**Directions**
Using the data that follows, say how many lines contain the word "Drive", giving the number by itself.

[Stored data entries]
....................

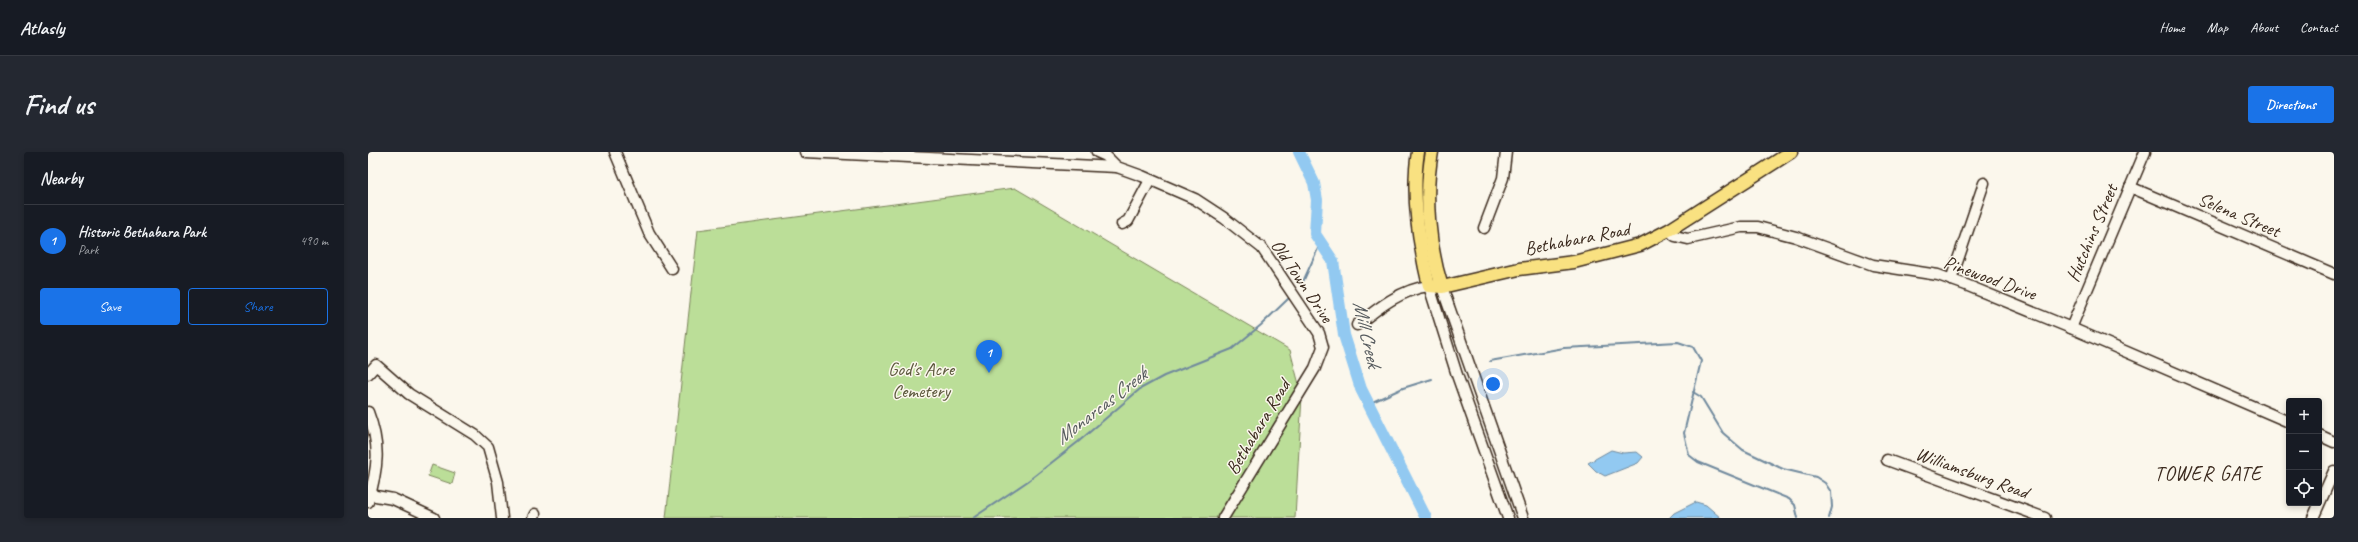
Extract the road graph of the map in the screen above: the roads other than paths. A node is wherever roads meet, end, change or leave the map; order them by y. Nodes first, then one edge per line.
1 (615, 152) edge
2 (805, 152) edge
3 (1097, 152) edge
4 (1418, 152) edge
5 (1432, 152) edge
6 (1506, 152) edge
7 (2145, 152) edge
8 (860, 153) edge
9 (1788, 153) edge
10 (1117, 167) junction
11 (1150, 180) junction
12 (1984, 183) dead end
13 (2130, 187) junction
14 (1122, 224) dead end
15 (1484, 228) dead end
16 (1669, 230) junction
17 (672, 269) dead end
18 (2334, 274) edge
19 (1951, 280) junction
20 (1429, 286) junction
21 (1442, 287) junction
22 (1357, 325) dead end
23 (2071, 328) junction
24 (1322, 354) joint
25 (368, 374) edge
26 (368, 412) edge
27 (2286, 421) edge
28 (2322, 436) edge
29 (2334, 442) edge
30 (1887, 460) dead end
31 (2334, 472) edge
32 (369, 498) edge
33 (434, 518) edge
34 (502, 518) edge
35 (1223, 518) edge
36 (1508, 518) edge
37 (1523, 518) edge
38 (2045, 518) edge
39 (2313, 518) edge

1 - 17 street
2 - 8 street, Old Town Drive
3 - 10 street
4 - 20 main road
5 - 21 main road
6 - 15 street
7 - 13 street, Hutchins Street
8 - 10 street, Old Town Drive
9 - 16 main road, Bethabara Road
10 - 11 street, Old Town Drive
11 - 14 street
11 - 24 street, Old Town Drive
12 - 19 street
13 - 18 street, Selena Street
13 - 23 street, Hutchins Street
16 - 19 street, Pinewood Drive
16 - 21 main road, Bethabara Road
19 - 23 street, Pinewood Drive
20 - 21 main road, Bethabara Road
20 - 22 street, Bethabara Road
20 - 36 street
21 - 37 street
23 - 27 street, Pinewood Drive
24 - 35 street, Bethabara Road
25 - 34 street
26 - 32 street
28 - 29 street
30 - 38 street, Williamsburg Road
31 - 39 street
32 - 33 street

....................

**Exercise output**
7